The earliest rocket launchers documented in imperial China consisted of arrows modified by the attachment of a rocket motor to the shaft a few inches behind the arrowhead. The rocket was propelled by the burning of the black powder in the motor; these should not be confused with early fire arrows, which were conventional arrows carrying small tubes of black powder as an incendiary that ignited only after the arrow hit its target. The rocket launchers were constructed of wood, basketry, and bamboo tubes. The launchers divided the rockets with frames meant to keep them separated, and the launchers were capable of firing multiple rockets at once. Textual evidence and illustrations of various early rocket launchers are found in the 1510 edition of the Wujing Zongyao translated by Needham and others at Princeton University. (The original Wujing Zongyao was compiled between 1040 and 1044 and described the discovery of black powder but preceded the invention of the rocket. Partial copies of the original survived and Wujing Zongyao was republished in 1231 during the Southern Song Dynasty, including military developments since the original 1044 publication. The British scientist, sinologist, historian Joseph Needham asserts that the 1510 edition is the most reliable in its faithfulness to the original and 1231 versions, since it was printed from blocks that were re-carved directly from tracings of the edition made in 1231 AD.) The 1510 Wujing Zongyao describes the "long serpent" rocket launcher, a rocket launcher constructed of wood and carried with a wheelbarrow, and the "hundred tiger" rocket launcher, a rocket launcher made of wood and capable of firing 320 rocket arrows. The text also describes a portable rocket carrier consisting of a sling and a bamboo tube.

Rocket launchers known as "wasp nest" launchers were used by the Ming dynasty in 1380 and in 1400 by Li Jinglong against Zhu Di.

Rockets were introduced to the West during the Napoleonic Wars; the Congreve rocket was a British weapon devised by Sir William Congreve in 1804 after experiencing Indian rockets at the Siege of Seringapatam (1799). Congreve rockets were launched from an iron trough about 18 inches (45 centimetres) in length, called a chamber. These chambers could be fixed to the ground for horizontal launching, secured to a folding copper tripod for high angle fire or mounted on frames on carts or the decks of warships.

The collection of the royal armies includes man portable rocket launchers that appear (based on lock designs) to date from the two decades after 1820. These don’t appear to have entered general use and no surviving documentation on them has been found.

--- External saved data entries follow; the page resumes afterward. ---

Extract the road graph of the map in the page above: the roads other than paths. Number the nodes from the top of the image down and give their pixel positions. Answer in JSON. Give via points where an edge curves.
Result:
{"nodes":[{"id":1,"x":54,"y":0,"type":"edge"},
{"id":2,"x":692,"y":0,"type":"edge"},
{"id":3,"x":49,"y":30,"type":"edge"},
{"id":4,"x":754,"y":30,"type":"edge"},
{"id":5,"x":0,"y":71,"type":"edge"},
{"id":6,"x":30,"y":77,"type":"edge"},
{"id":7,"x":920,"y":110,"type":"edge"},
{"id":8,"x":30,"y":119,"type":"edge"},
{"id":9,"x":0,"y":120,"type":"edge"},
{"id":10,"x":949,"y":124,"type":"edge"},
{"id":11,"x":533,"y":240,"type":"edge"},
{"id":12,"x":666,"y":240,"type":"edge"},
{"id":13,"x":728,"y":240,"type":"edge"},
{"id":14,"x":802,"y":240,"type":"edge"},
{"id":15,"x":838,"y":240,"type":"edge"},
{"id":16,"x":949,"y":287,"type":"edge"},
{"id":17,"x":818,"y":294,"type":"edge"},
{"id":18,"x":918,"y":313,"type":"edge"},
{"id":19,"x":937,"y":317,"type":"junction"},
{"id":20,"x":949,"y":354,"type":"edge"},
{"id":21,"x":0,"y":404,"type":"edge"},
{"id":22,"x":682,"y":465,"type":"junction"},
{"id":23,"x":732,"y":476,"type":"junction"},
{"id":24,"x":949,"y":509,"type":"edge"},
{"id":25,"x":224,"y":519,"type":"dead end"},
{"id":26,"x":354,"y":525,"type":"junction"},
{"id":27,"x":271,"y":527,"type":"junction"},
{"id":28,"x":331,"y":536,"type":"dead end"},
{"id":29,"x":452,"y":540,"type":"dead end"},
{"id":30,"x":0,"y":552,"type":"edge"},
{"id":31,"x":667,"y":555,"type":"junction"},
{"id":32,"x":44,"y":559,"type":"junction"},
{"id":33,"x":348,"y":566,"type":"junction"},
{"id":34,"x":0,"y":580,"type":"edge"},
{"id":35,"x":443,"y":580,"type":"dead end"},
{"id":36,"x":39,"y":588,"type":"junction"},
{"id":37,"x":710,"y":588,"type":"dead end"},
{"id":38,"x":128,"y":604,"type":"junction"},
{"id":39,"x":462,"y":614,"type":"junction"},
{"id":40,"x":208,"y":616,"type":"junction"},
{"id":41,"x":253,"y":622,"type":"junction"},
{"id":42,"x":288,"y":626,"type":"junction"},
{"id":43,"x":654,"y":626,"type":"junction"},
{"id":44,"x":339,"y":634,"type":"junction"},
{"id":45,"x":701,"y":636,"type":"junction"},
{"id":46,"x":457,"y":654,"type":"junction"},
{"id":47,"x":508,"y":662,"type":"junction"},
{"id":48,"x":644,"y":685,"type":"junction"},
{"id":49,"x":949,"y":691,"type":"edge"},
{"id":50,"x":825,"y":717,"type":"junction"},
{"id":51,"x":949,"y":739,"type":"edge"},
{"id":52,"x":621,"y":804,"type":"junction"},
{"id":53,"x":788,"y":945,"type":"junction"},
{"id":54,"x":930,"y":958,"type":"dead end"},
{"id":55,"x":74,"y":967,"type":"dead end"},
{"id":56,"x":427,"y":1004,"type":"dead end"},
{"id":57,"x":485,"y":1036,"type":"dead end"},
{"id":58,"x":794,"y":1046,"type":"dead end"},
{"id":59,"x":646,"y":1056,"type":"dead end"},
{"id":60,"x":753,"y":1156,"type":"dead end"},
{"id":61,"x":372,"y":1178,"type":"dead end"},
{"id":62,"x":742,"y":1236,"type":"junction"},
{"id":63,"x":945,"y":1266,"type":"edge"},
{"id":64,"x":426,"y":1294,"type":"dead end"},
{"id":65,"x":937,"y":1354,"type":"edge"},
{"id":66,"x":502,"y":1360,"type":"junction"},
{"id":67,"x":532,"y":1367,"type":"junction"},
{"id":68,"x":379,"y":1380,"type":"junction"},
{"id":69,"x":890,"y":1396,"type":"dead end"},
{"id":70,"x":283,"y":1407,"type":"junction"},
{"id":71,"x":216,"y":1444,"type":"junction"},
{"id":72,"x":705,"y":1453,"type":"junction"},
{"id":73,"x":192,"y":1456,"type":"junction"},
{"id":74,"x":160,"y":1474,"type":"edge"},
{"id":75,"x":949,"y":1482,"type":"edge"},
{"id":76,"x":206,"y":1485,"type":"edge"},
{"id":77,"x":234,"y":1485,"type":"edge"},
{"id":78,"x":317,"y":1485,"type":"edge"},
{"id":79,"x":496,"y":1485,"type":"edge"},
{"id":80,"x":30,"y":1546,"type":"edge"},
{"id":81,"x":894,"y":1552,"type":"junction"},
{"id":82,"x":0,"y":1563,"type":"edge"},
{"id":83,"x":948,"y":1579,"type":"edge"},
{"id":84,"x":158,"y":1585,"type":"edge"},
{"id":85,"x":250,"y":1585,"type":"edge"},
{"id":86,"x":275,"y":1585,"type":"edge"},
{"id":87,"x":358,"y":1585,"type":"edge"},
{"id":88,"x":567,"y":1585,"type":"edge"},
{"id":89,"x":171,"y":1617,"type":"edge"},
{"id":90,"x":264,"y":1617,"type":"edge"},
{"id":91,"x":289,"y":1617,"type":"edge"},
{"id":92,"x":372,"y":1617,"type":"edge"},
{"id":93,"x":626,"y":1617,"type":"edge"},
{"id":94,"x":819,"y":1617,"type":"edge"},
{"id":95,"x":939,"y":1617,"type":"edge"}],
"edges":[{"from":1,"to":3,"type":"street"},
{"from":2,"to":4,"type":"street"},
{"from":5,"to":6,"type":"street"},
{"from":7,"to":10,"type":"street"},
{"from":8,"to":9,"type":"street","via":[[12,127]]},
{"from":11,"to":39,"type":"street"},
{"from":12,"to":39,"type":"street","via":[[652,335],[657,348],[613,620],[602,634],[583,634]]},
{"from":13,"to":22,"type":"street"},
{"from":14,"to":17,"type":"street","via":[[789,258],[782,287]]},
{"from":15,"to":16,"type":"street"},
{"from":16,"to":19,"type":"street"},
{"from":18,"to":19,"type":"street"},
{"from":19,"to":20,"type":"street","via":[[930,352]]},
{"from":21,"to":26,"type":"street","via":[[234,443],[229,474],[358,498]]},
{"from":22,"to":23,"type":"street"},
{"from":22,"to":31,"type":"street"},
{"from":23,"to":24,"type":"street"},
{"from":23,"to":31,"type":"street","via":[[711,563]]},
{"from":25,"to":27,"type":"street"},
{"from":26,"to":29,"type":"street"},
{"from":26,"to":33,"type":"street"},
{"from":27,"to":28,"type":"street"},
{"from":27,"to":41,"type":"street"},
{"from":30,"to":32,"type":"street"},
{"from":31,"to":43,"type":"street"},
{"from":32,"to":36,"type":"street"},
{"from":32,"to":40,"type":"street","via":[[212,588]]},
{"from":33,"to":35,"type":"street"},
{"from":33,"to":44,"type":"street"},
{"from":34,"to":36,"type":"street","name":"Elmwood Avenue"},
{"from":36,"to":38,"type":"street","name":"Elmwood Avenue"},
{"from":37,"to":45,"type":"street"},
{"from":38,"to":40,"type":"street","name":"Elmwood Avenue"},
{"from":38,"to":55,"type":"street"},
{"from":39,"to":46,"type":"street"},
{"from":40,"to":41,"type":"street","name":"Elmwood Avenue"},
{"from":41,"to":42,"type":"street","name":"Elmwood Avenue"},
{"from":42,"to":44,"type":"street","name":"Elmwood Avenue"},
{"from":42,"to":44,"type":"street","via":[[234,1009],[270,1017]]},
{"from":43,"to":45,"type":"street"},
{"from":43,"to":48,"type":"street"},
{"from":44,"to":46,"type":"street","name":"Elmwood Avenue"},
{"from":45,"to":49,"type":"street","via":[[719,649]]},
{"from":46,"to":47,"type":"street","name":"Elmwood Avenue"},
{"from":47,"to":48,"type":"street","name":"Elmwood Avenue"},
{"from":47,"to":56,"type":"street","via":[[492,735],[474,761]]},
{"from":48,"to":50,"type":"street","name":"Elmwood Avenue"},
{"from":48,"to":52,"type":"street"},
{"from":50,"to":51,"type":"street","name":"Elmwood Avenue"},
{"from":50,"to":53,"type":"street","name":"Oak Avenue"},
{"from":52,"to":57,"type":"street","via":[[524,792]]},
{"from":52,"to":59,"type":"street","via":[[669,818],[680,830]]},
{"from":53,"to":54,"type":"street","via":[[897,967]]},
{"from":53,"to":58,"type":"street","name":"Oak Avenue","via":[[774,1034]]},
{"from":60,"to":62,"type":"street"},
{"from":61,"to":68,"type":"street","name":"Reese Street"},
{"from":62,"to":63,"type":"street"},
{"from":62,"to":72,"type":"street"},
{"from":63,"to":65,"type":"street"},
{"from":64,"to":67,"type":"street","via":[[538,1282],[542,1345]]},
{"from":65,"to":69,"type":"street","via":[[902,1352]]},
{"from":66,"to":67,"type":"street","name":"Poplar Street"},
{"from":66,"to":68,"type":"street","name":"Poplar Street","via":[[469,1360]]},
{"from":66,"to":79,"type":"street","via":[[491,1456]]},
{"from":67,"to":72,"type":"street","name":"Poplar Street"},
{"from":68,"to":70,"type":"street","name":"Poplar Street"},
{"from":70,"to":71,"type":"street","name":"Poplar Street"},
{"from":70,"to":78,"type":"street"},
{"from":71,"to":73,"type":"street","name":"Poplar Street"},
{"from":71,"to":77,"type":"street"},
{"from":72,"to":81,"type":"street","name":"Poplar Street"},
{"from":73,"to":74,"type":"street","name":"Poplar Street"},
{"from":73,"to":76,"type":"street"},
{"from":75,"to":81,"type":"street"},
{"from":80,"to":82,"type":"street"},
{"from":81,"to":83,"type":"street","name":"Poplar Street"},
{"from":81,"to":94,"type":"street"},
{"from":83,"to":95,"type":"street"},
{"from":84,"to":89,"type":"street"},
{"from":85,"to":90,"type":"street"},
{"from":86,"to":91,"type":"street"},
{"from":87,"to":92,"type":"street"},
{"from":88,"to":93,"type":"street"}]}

During the American Civil War, both the Union and the Confederate Military experimented upon and produced rocket launchers. Confederate forces used Congreve rockets in limited uses due to its inaccuracies, while the Union forces used Hale patent rocket launcher which fired seven to ten inch rockets with fin stabilizers at a range of 2000 yards.

World War II

Pre-war research programmes into military rocket technology by many of the major powers led to the introduction of a number of rocket artillery systems with fixed or mobile launchers, often capable of firing a number of rockets in a single salvo. In the United Kingdom, solid fuel rockets were initially used in the anti-aircraft role; the 7-inch Unrotated Projectile was fired from single pedestal-mounted launchers on warships and a 3-inch version was used by shore based Z Batteries, for which multiple "projectors" were developed. Later developments of these weapons included the Land Mattress multiple launchers for surface-to-surface bombardment and the RP-3 air-to-ground rockets that were launched from rails fitted to fighter bomber aircraft. In Germany, the 15 cm Nebelwerfer 41 was an adaptation of a multiple barrelled smoke mortar for artillery rockets. The Soviets Katyusha was a self-propelled system, being mounted on trucks, tanks and even trains. The United States Army deployed the tank mounted T34 Calliope system late in the war.

Types

Shoulder-fired

The rocket launchers category includes shoulder-fired weapons, any weapon that fires a rocket-propelled projectile at a target yet is small enough to be carried by a single person and fired while held on one's shoulder. Depending on the country or region, people might use the terms "bazooka" or "RPG" as generalized terms to refer to such weapons, both of which are in fact specific types of rocket launchers. The Bazooka was an American anti-tank weapon which was in service from 1942–1957, while the RPG (most commonly the RPG-7) is a Soviet anti-tank weapon.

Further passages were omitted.